--- Exercise directions ---
Locate each line in the records containing "down". Copy it.

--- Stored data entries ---
--------
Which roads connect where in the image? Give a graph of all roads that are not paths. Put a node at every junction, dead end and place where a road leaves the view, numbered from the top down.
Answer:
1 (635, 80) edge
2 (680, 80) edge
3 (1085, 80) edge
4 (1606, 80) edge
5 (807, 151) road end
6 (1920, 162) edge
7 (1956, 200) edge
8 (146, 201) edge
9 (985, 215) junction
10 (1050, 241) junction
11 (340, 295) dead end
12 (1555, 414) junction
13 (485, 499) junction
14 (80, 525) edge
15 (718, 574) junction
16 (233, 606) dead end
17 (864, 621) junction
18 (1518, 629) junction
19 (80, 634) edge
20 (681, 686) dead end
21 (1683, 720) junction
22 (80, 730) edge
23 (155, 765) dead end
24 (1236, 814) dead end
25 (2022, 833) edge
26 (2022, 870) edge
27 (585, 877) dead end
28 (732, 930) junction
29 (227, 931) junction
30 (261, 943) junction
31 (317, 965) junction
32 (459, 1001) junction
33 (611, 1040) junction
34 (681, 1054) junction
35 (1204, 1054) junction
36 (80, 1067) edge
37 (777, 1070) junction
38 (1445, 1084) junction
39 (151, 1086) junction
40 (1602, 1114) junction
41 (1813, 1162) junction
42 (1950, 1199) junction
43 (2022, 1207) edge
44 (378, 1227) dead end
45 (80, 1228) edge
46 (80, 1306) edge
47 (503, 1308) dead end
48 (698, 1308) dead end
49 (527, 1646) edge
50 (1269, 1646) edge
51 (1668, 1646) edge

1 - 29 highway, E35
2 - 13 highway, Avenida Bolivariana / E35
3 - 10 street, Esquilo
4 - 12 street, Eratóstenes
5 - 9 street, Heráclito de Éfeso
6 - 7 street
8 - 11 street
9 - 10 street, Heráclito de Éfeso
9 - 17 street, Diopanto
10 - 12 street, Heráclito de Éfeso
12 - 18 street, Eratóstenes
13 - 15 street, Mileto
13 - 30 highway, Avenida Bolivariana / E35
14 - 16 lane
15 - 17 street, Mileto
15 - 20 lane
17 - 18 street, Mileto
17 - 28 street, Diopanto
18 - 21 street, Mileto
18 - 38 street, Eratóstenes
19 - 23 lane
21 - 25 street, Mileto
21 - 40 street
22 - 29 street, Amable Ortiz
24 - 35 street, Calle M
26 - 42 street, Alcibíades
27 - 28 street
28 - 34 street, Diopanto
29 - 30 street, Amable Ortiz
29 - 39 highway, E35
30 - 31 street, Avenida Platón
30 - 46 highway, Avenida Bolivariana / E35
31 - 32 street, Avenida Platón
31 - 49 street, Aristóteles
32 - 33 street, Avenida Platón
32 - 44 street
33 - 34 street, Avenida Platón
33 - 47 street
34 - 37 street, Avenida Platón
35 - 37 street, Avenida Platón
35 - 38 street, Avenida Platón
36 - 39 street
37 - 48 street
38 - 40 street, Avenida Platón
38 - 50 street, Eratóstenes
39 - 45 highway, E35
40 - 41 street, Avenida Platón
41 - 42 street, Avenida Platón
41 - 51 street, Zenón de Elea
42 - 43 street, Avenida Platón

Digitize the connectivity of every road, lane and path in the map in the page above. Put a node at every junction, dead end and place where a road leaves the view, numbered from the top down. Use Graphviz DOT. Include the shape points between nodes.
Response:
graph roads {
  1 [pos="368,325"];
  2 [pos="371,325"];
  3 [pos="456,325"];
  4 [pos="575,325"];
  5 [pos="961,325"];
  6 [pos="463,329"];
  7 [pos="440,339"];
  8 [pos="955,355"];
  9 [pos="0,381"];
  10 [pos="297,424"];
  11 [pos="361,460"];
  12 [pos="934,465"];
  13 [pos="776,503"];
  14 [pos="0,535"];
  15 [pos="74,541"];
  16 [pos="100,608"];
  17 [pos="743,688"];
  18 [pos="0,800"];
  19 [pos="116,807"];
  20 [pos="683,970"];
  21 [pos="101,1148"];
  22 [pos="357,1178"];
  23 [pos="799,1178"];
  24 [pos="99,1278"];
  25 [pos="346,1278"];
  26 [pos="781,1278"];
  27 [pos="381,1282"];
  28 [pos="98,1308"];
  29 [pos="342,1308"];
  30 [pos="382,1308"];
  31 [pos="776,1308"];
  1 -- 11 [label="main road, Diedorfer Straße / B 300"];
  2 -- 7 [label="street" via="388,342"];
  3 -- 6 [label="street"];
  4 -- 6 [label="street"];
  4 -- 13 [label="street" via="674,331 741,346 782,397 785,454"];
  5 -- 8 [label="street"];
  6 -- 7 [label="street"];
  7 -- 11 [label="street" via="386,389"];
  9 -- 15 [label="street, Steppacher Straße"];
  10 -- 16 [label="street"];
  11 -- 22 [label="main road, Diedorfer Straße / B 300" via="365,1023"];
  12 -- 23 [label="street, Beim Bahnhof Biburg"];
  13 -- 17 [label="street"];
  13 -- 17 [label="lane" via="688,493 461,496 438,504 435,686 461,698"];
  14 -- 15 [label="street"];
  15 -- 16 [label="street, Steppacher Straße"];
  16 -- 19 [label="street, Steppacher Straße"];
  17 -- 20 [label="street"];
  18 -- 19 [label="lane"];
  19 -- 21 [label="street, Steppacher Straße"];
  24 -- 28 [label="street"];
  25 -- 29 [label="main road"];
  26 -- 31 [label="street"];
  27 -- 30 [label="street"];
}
--------
--- Result for this task ---
Which roads connect where in the image? Give a graph of all roads that are not paths. Put a node at every junction, dead end and place where a road leaves the view, numbered from the top down.
Digitize the connectivity of every road, lane and path in the map in the page above. Put a node at every junction, dead end and place where a road leaves the view, numbered from the top down. Use Graphviz DOT. Include the shape points between nodes.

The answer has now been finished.